Here's the mBio article by Dr. Michael Osterholm and colleagues that was mentioned earlier today by The Washington Post: Transmission of Ebola Viruses: What We Know and What We Do Not Know. Excerpt:
It is very likely that at least some degree of Ebola virus transmission currently occurs via infectious aerosols generated from the gastrointestinal tract, the respiratory tract, or medical procedures, although this has been difficult to definitively demonstrate or rule out, since those exposed to infectious aerosols also are most likely to be in close proximity to and in direct contact with an infected case.
To date, investigators have not identified respiratory spread (either via large droplets or small-particle aerosols) of Ebola viruses among humans. This could be because such transmission does not occur or because such transmission has not been recognized, since the number of studies that have carefully examined transmission patterns is small.
Despite the lack of supportive epidemiological data, a key additional question to ask is whether primary pulmonary infections and respiratory transmission of Ebola viruses could be a potential scenario for the future. A fair amount of evidence suggests that such transmission could be possible, even without dramatic evolution or genetic changes in Ebola viruses (although viral evolution over time could enhance this possibility).
First, Ebola viruses can be isolated from saliva, and viral particles have been identified in pulmonary alveoli on human autopsies, suggesting that infectious aerosols could be emitted from the respiratory tract.
Second, Ebola viruses can infect several cell types found in the respiratory tract, including macrophages and epithelial cells (77).
Third, cough can be a symptom of EVD, and coughing is known to generate aerosols, although prevalence of reported cough is variable in case series (ranging from “rare” to 49%) (2, 6, 78).
Fourth, animal studies indicate that EBOV can be transmitted through aerosols and that respiratory infection with pneumonitis can occur following this route of inoculation.
Fifth, experience with RESTV suggests that respiratory transmission of that species can occur between animals and possibly from animals to humans.
Finally, people can generate and emit aerosols with particles of various sizes, including fine particles, which could enter the lower respiratory tract and infect susceptible cells; Ebola virus is in the respirable range (800 to 1,000 nm).
If aerosols containing Ebola virus were to enter the lungs of uninfected individuals, it is possible that primary pulmonary infections could occur (as shown in animal studies), which could then result in active viral shedding from the respiratory tract, thus potentially setting up a cycle of ongoing respiratory transmission in humans (79), similar to what occurs during outbreaks of pneumonic plague.
Investigators of a nosocomial outbreak of Lassa fever virus, another African hemorrhagic fever virus that is usually spread via contact with rodents (especially rodent urine), postulated that transmission may have occurred through the respiratory route (80, 81).

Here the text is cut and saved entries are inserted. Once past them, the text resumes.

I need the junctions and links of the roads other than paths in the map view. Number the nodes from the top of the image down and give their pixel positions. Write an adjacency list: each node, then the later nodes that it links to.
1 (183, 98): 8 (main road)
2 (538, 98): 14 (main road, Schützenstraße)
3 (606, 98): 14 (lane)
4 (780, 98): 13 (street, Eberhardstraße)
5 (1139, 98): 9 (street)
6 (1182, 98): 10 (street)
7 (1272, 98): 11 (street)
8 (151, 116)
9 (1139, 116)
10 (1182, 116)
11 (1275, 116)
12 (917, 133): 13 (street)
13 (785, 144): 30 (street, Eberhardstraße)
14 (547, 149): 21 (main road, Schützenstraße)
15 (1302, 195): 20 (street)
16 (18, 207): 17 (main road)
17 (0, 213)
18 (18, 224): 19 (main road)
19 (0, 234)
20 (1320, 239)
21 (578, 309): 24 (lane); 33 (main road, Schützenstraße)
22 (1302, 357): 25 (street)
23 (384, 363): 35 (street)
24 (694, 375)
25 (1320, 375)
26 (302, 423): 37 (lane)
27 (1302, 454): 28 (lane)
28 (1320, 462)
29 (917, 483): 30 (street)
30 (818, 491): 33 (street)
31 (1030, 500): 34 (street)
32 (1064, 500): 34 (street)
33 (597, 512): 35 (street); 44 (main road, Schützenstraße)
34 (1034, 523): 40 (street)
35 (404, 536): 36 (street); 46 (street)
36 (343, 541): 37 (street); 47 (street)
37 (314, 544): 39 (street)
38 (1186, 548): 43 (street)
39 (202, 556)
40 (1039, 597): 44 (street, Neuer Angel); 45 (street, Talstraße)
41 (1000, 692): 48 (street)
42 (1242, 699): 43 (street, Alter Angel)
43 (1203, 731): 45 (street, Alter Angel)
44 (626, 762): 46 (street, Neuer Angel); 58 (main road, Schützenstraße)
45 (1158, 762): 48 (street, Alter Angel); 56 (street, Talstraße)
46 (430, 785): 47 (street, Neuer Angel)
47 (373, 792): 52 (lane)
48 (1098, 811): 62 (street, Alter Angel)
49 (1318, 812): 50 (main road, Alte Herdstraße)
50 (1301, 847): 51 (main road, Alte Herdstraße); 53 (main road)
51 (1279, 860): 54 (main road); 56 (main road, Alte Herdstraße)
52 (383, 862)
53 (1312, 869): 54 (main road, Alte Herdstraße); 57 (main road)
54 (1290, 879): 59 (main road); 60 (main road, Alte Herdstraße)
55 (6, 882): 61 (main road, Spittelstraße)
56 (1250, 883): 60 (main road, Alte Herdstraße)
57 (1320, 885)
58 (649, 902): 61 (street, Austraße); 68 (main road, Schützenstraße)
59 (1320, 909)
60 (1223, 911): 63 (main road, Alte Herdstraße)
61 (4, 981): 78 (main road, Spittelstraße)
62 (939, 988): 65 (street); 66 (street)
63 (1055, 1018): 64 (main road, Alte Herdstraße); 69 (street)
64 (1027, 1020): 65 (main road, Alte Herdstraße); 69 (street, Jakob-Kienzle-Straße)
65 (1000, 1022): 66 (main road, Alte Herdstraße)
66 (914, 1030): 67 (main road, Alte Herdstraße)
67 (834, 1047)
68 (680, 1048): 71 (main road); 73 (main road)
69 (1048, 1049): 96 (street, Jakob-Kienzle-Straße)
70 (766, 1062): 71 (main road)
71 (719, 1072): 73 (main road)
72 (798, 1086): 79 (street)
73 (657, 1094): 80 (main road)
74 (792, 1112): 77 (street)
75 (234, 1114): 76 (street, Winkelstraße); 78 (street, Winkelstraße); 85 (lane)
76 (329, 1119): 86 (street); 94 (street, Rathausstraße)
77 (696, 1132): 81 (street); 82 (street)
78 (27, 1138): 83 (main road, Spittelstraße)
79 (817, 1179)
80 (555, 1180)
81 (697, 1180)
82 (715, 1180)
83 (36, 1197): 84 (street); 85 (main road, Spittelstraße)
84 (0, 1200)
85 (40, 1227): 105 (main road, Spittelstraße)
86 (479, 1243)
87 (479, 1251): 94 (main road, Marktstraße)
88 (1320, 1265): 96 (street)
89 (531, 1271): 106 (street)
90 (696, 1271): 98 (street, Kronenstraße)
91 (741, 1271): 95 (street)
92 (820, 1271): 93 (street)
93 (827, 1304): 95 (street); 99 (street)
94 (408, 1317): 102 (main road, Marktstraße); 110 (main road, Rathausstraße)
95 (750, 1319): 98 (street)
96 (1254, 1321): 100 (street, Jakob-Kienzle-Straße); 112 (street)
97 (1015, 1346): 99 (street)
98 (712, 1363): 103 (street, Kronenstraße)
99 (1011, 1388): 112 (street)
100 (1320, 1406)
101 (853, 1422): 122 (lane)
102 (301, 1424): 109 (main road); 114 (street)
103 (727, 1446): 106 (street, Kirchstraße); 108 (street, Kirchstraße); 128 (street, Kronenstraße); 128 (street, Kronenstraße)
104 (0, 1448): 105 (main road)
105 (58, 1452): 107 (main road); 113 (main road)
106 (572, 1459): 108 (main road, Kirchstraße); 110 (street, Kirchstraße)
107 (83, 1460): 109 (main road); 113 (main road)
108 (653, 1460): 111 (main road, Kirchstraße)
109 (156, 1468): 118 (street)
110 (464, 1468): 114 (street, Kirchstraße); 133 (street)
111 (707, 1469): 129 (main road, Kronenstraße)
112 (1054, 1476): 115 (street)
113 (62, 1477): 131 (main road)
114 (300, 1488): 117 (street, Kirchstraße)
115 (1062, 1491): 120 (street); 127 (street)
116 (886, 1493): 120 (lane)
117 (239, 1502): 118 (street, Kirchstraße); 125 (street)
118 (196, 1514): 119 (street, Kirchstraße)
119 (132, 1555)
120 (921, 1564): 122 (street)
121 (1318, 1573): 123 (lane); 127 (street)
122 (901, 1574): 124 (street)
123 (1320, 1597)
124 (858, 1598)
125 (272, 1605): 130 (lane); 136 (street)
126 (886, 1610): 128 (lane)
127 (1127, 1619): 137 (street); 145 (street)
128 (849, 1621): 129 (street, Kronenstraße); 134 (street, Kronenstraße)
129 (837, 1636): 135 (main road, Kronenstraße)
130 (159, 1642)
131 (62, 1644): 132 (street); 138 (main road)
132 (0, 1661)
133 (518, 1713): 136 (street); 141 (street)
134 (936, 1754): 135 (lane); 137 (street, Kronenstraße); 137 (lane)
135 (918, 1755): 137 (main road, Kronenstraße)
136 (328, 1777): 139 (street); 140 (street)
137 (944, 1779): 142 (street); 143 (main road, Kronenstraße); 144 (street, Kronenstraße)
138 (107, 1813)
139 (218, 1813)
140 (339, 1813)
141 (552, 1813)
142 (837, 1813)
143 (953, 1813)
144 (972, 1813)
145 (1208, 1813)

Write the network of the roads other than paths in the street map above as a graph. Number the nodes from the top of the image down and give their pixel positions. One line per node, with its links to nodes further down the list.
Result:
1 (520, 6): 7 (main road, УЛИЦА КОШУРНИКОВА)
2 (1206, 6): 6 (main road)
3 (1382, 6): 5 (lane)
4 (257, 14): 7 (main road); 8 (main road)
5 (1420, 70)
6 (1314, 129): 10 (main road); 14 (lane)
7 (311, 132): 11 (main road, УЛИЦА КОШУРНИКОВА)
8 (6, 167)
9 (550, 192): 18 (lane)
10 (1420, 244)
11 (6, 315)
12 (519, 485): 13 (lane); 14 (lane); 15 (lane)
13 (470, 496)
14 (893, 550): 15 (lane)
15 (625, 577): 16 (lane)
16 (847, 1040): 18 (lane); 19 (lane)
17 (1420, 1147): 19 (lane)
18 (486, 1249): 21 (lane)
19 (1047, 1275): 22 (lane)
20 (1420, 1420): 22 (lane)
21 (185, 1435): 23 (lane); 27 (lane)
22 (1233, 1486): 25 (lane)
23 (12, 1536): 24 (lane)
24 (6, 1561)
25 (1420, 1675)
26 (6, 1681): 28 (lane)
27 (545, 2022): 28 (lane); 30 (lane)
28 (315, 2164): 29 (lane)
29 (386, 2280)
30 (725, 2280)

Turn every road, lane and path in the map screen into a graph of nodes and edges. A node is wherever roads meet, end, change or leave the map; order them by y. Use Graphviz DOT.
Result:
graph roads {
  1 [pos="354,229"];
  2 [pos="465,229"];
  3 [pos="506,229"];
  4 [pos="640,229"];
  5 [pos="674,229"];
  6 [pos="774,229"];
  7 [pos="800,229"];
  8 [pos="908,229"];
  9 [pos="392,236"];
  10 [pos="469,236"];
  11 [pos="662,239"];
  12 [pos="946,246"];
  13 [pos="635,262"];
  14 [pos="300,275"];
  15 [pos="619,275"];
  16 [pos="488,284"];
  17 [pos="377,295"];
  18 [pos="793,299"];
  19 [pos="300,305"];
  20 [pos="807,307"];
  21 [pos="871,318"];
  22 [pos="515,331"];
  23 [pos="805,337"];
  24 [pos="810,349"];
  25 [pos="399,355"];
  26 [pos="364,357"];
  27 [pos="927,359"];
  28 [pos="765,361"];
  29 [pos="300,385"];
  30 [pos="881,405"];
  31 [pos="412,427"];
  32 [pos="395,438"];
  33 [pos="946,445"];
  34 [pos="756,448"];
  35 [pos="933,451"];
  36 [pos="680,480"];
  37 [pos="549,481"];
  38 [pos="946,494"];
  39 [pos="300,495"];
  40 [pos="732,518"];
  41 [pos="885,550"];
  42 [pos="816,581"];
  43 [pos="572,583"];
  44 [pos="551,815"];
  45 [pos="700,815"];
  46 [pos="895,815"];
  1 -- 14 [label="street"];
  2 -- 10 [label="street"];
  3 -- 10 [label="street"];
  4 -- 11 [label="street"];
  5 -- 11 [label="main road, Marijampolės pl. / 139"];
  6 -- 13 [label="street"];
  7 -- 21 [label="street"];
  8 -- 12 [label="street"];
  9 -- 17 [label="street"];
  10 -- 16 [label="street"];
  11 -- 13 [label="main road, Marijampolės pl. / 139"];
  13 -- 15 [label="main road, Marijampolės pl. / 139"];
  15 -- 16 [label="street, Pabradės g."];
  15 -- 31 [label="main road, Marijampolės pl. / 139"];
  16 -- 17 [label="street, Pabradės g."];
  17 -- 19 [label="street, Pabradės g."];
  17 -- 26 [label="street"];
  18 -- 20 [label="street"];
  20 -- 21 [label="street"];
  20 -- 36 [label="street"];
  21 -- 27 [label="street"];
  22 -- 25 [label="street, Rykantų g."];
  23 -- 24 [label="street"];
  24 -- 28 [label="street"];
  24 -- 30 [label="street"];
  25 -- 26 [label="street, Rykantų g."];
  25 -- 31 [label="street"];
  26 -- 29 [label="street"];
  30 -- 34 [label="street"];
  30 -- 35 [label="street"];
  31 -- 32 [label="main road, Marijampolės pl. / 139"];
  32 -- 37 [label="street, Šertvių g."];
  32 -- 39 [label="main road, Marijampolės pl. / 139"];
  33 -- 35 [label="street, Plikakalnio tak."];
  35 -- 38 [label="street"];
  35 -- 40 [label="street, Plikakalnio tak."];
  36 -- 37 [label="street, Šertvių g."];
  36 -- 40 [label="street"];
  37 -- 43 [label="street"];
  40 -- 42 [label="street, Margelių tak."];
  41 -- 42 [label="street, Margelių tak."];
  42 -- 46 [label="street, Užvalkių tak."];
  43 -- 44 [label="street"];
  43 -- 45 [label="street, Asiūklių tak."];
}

Similarly, investigators of a nosocomial cluster of Crimean-Congo hemorrhagic fever, a vector-borne infection that occurs in Eastern Europe and Africa, identified probable aerosol transmission due to aerosol-generating medical procedures (82).
Experts in bioterrorism have long been concerned that hemorrhagic fever viruses, particularly filoviruses (Ebola virus and Marburg virus), could be used as potential agents of bioterrorism, with an aerosol being the most likely form of dissemination (83, 84). This concern has been grounded in uncertainty concerning the potential for aerosol transmission of such viruses. A strain of Marburg virus was weaponized by the Soviet Union, highlighting this risk (58).